Rationality should be about winning, not avoiding the appearance of losing. In order to avoid the appearance of losing, we just have to look consistent in our choices. But in order to win, we have to find the right utility function and maximize that one. How likely is it that we’ll do that by prioritizing consistency with past choices above all else? (Which is clearly what this model is doing. It also seems to be the basic idea behind “unlosing agents”, but I’m less sure about that, so correct me if I’m wrong.) It seems to me that consistency ought to naturally fall out of doing the right things to win. Inconsistency is certainly a sign that something is wrong, but there is no point in aiming for it directly like it’s a good thing in itself.
(sorry for giving you another answer, but it seems it’s useful to separate the points):
But in order to win, we have to find the right utility function and maximize that one.
The “right” utility function. Which we don’t currently know. And yet we can make decisions until the day we get it, and still make ourselves unexploitable in the meantime. The first AIs may well be in a similar situation.
A second, maybe more pertinent point: unlosing agents are also unexploitable (maybe I should have called them that to begin with). This is a very useful thing for any agent to be, especially one who’s values are not yet jelled (just as, eg, a FAI still in the process of estimating the CEV).

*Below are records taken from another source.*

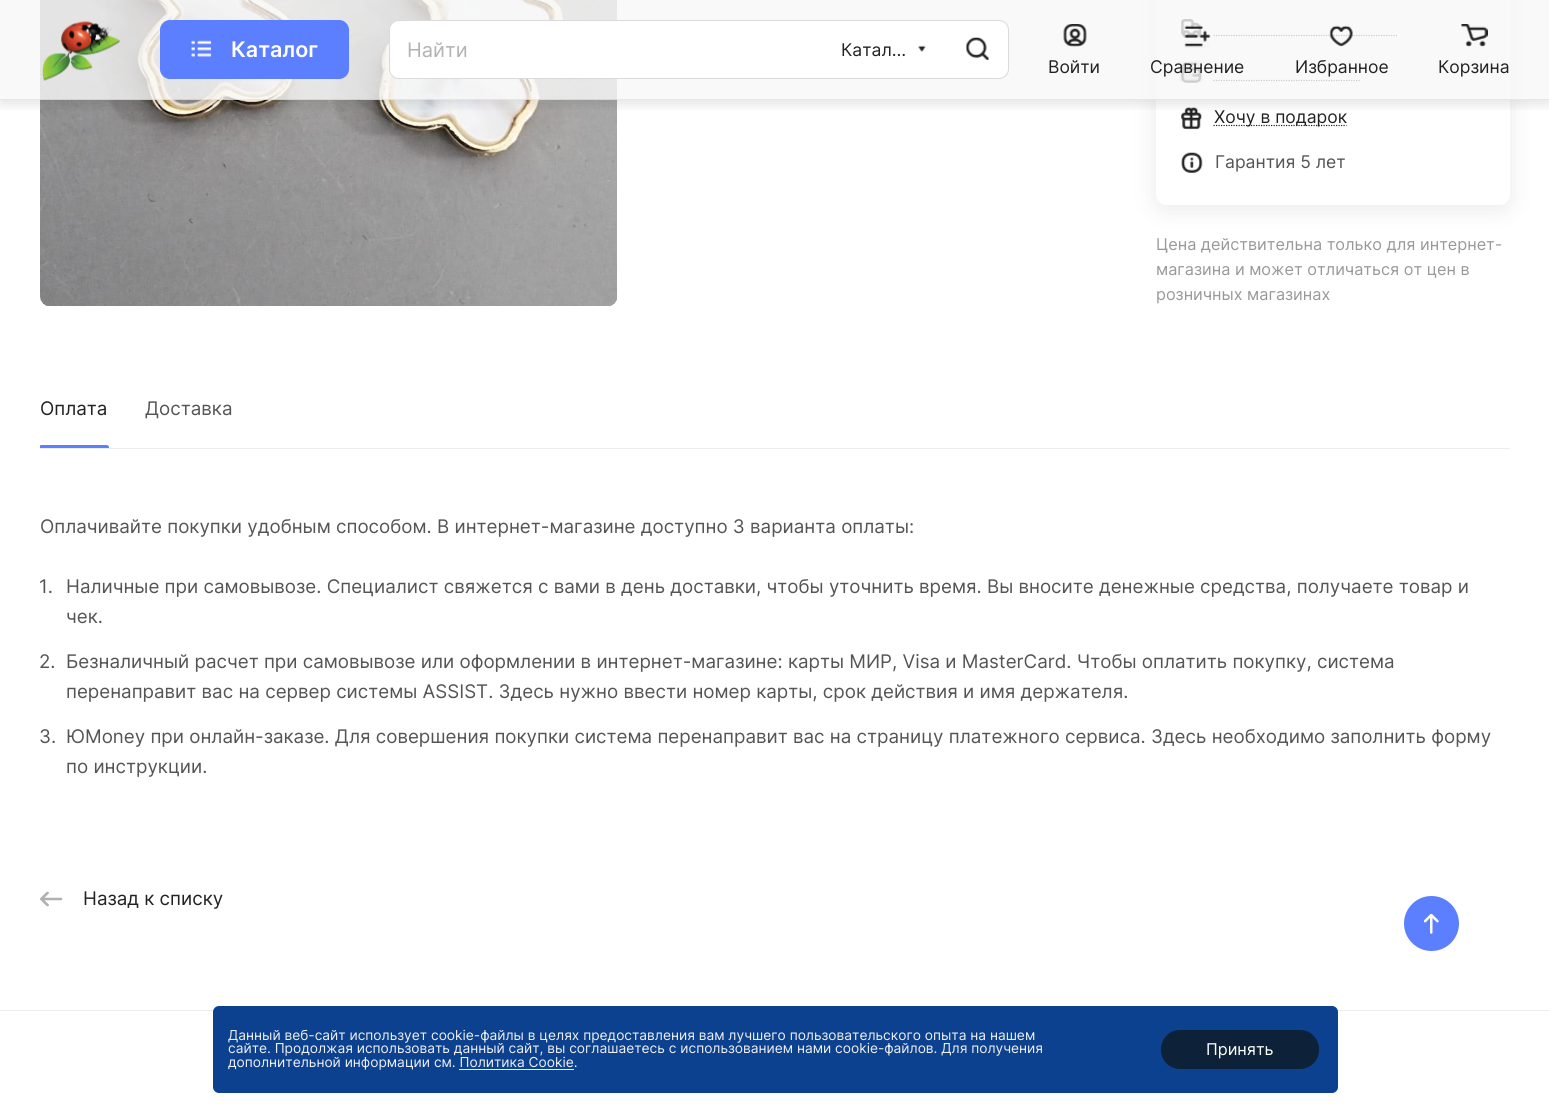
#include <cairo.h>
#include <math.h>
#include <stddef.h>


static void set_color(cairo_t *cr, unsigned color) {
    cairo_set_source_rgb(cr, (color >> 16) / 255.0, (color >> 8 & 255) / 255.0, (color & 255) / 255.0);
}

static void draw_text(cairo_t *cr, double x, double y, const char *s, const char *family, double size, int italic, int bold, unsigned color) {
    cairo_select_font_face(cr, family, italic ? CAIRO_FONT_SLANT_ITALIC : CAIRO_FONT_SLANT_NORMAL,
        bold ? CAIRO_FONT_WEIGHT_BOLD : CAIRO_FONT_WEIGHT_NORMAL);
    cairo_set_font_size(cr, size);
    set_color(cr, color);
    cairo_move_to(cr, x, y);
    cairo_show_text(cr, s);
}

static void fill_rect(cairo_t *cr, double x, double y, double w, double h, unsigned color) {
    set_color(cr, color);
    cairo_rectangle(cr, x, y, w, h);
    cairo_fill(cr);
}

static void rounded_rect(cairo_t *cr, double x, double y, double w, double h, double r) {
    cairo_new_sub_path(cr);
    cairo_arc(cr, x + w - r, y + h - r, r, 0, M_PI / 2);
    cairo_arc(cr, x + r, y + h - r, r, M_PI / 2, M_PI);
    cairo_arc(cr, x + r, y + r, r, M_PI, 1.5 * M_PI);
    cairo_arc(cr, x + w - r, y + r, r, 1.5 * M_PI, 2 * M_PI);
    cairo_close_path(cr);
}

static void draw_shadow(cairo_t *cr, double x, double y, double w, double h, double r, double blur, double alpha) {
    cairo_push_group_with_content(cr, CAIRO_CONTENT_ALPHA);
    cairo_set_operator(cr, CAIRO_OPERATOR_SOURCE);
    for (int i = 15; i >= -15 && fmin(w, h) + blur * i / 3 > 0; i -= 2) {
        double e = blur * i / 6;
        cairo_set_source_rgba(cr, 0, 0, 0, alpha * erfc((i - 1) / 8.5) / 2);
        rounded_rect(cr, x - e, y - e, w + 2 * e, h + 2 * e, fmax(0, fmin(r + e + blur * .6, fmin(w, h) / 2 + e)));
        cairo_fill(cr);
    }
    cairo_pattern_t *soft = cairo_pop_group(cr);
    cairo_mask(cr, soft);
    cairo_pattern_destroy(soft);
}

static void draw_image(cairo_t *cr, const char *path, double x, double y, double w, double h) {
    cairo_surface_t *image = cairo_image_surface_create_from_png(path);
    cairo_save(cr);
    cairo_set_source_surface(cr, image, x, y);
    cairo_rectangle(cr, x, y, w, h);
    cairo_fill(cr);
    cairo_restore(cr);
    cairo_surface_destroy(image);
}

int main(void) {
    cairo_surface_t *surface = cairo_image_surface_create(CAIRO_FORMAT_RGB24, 1549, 1104);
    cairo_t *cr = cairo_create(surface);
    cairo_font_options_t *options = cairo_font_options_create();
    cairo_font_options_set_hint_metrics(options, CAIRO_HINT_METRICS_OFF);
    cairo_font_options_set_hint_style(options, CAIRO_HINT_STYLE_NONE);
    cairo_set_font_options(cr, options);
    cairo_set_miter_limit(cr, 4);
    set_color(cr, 0xFFFFFF);
    cairo_paint(cr);
    draw_image(cr, "assets/img9.png", 40, 0, 577, 306);
    set_color(cr, 0x222222);
    draw_shadow(cr, 1156, -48, 354, 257, 10, 12.5, 0.1);
    set_color(cr, 0xFFFFFF);
    rounded_rect(cr, 1156, -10, 354, 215, 10);
    cairo_fill(cr);
    draw_image(cr, "assets/img10.png", 1181, 19, 21, 19);
    cairo_new_path(cr);
    cairo_move_to(cr, 1213.5, 35.5);
    cairo_line_to(cr, 1397, 35.5);
    set_color(cr, 0x222222);
    cairo_set_line_width(cr, 1.2);
    cairo_set_dash(cr, (double[]){1.25, 1.25}, 2, 0);
    cairo_stroke(cr);
    draw_image(cr, "assets/img11.png", 1179, 61, 23, 22);
    cairo_new_path(cr);
    cairo_move_to(cr, 1213.5, 80.5);
    cairo_line_to(cr, 1361, 80.5);
    cairo_stroke(cr);
    cairo_set_source_rgba(cr, 0.969, 0.969, 0.969, 0.8);
    cairo_rectangle(cr, 0, 0, 1549, 100);
    cairo_fill(cr);
    draw_image(cr, "assets/img12.png", 1181, 107, 21, 23);
    cairo_save(cr);
    cairo_rectangle(cr, 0, 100, 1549, 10);
    cairo_clip(cr);
    set_color(cr, 0x000000);
    draw_shadow(cr, 0, 5, 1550, 100, 0, 6, 0.1);
    cairo_restore(cr);
    cairo_set_source_rgba(cr, 0.133, 0.133, 0.133, 0.08);
    cairo_rectangle(cr, 0, 99, 1549, 1);
    cairo_fill(cr);
    draw_image(cr, "assets/img1.png", 42, 21, 78, 60);
    set_color(cr, 0x5B7FFF);
    rounded_rect(cr, 160.5, 20.5, 188, 58, 9.5);
    cairo_fill_preserve(cr);
    cairo_set_line_width(cr, 1);
    cairo_set_dash(cr, NULL, 0, 0);
    cairo_stroke(cr);
    draw_image(cr, "assets/img2.png", 191, 40, 21, 17);
    draw_text(cr, 231, 57, "Каталог", "Inter SemiBold", 21.5, 0, 0, 0xFFFFFF);
    rounded_rect(cr, 389.5, 20.5, 619, 58, 9.5);
    cairo_fill_preserve(cr);
    set_color(cr, 0xDADADA);
    cairo_stroke(cr);
    draw_text(cr, 407, 57, "Найти", "Inter", 20, 0, 0, 0xB2B2B2);
    draw_text(cr, 841, 56, "Катал…", "Inter", 17.5, 0, 0, 0x222222);
    draw_image(cr, "assets/img3.png", 918, 45, 8, 7);
    draw_image(cr, "assets/img4.png", 965, 37, 24, 24);
    draw_image(cr, "assets/img5.png", 1063, 24, 24, 23);
    draw_text(cr, 1048, 73, "Войти", "Inter", 17.5, 0, 0, 0x222222);
    draw_image(cr, "assets/img6.png", 1184, 25, 27, 23);
    draw_text(cr, 1150, 73, "Сравнение", "Inter", 17.5, 0, 0, 0x222222);
    draw_image(cr, "assets/img7.png", 1329, 25, 24, 22);
    draw_text(cr, 1295, 73, "Избранное", "Inter", 17.5, 0, 0, 0x222222);
    draw_image(cr, "assets/img8.png", 1461, 24, 27, 23);
    draw_text(cr, 1438, 73, "Корзина", "Inter", 17.5, 0, 0, 0x222222);
    cairo_new_path(cr);
    cairo_move_to(cr, 1213.5, 125.5);
    cairo_line_to(cr, 1346.5, 125.5);
    cairo_set_line_width(cr, 1.2);
    cairo_set_dash(cr, (double[]){1.25, 1.25}, 2, 0);
    cairo_stroke(cr);
    draw_text(cr, 1214, 123, "Хочу в подарок", "Inter", 17.5, 0, 0, 0x222222);
    draw_image(cr, "assets/img13.png", 1181, 152, 22, 21);
    draw_text(cr, 1215, 168, "Гарантия 5 лет", "Inter", 17.5, 0, 0, 0x555555);
    draw_text(cr, 1156, 250, "Цена действительна только для интернет-", "Inter", 16.25, 0, 0, 0x999999);
    draw_text(cr, 1156, 275, "магазина и может отличаться от цен в", "Inter", 16.25, 0, 0, 0x999999);
    draw_text(cr, 1156, 300, "розничных магазинах", "Inter", 16.25, 0, 0, 0x999999);
    fill_rect(cr, 40, 448, 1470, 1, 0xEDEDED);
    draw_text(cr, 40, 415, "Оплата", "Inter", 18.75, 0, 0, 0x222222);
    cairo_save(cr);
    cairo_rectangle(cr, 40, 371, 1470, 77);
    cairo_clip(cr);
    set_color(cr, 0x5B7FFF);
    cairo_new_path(cr);
    cairo_move_to(cr, 41.5, 445);
    cairo_line_to(cr, 106.5, 445);
    cairo_curve_to(cr, 108, 445, 109, 446, 109, 447.5);
    cairo_line_to(cr, 109, 448);
    cairo_line_to(cr, 39, 448);
    cairo_line_to(cr, 39, 447.5);
    cairo_curve_to(cr, 39, 446, 40, 445, 41.5, 445);
    cairo_close_path(cr);
    cairo_fill(cr);
    cairo_restore(cr);
    draw_text(cr, 145, 415, "Доставка", "Inter", 18.75, 0, 0, 0x555555);
    draw_text(cr, 40, 533, "Оплачивайте покупки удобным способом. В интернет-магазине доступно 3 варианта оплаты:", "Inter", 18.75, 0, 0, 0x555555);
    draw_text(cr, 39, 593, "1.", "Inter", 18.75, 0, 0, 0x555555);
    draw_text(cr, 66, 593, "Наличные при самовывозе. Специалист свяжется с вами в день доставки, чтобы уточнить время. Вы вносите денежные средства, получаете товар и", "Inter", 18.75, 0, 0, 0x555555);
    draw_text(cr, 66, 623, "чек.", "Inter", 18.75, 0, 0, 0x555555);
    draw_text(cr, 39, 668, "2.", "Inter", 18.75, 0, 0, 0x555555);
    draw_text(cr, 66, 668, "Безналичный расчет при самовывозе или оформлении в интернет-магазине: карты МИР, Visa и MasterCard. Чтобы оплатить покупку, система", "Inter", 18.75, 0, 0, 0x555555);
    draw_text(cr, 66, 698, "перенаправит вас на сервер системы ASSIST. Здесь нужно ввести номер карты, срок действия и имя держателя.", "Inter", 18.75, 0, 0, 0x555555);
    draw_text(cr, 39, 743, "3.", "Inter", 18.75, 0, 0, 0x555555);
    draw_text(cr, 66, 743, "ЮMoney при онлайн-заказе. Для совершения покупки система перенаправит вас на страницу платежного сервиса. Здесь необходимо заполнить форму", "Inter", 18.75, 0, 0, 0x555555);
    draw_text(cr, 66, 773, "по инструкции.", "Inter", 18.75, 0, 0, 0x555555);
    draw_image(cr, "assets/img14.png", 40, 891, 23, 16);
    draw_text(cr, 83, 905, "Назад к списку", "Inter", 18.75, 0, 0, 0x222222);
    set_color(cr, 0x5B7FFF);
    cairo_new_path(cr);
    cairo_arc(cr, 1431.5, 923.5, 27.5, 0, 2 * M_PI);
    cairo_fill(cr);
    draw_image(cr, "assets/img15.png", 1424, 914, 15, 20);
    fill_rect(cr, 0, 1010, 1549, 1, 0xEDEDED);
    cairo_set_source_rgba(cr, 0, 0.22, 0.545, 0.95);
    rounded_rect(cr, 213, 1006, 1125, 87, 6);
    cairo_fill(cr);
    draw_text(cr, 228, 1040, "Данный веб-сайт использует cookie-файлы в целях предоставления вам лучшего пользовательского опыта на нашем", "Inter", 13.75, 0, 0, 0xEFEFEF);
    draw_text(cr, 228, 1053, "сайте. Продолжая использовать данный сайт, вы соглашаетесь с использованием нами cookie-файлов. Для получения", "Inter", 13.75, 0, 0, 0xEFEFEF);
    draw_text(cr, 228, 1067, "дополнительной информации см. Политика Cookie.", "Inter", 13.75, 0, 0, 0xEFEFEF);
    fill_rect(cr, 459, 1069, 115, 1, 0xEFEFEF);
    set_color(cr, 0x0D2238);
    rounded_rect(cr, 1161.5, 1030.5, 157, 38, 18.5);
    cairo_fill_preserve(cr);
    cairo_set_line_width(cr, 1);
    cairo_set_dash(cr, NULL, 0, 0);
    cairo_stroke(cr);
    draw_text(cr, 1206, 1055, "Принять", "Inter", 16.25, 0, 0, 0xFFFFFF);
    cairo_surface_write_to_png(surface, "output.png");
    cairo_font_options_destroy(options);
    cairo_destroy(cr);
    cairo_surface_destroy(surface);
    return 0;
}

I don’t see how unlosing agents are compatible with CEV. Running the unlosing algorithm gives you one utility function at the end, and running CEV gives you another. They would be the same only by coincidence. If you start by giving control to the unlosing algorithm, why would it then hand over control to CEV or change its utility function to CEV’s output (or not remove whatever hardwired switchover mechanism you might put in)? Your third comment seems make essentially the same point as your second (this) comment, and the same response seems to apply.
Before running CEV, we are going to have to make a lot of decisions about what constitutes a human utility function, how to extract it, how to assess strength of opinions, how to resolve conflicts between different preferences in the same person, how to aggregate it, and so on. So the ultimate CEV is path dependent, dependent on the outcome of those choices.
Using an unlosing algorithm could be seen as starting on the path to CEV earlier, before humans have made all those decisions, and letting the algorithm solve make some of those decisions rather than ourselves. This could be useful if some of the components on the path to CEV are things where our meta-decision skills (for instructing the unlosing agent how to resolve these issues) are better than our object level decision skills (for resolving the issues directly).
You say “unlosing design seems indicated” for value loading, but I don’t see how these two ideas would work together at all. Can you give some sort of proof of concept design? Also, as I mentioned before, value loading seems to be compatible with UDT. What advantage does a value loading, unlosing agent have, over a UDT-based value loader?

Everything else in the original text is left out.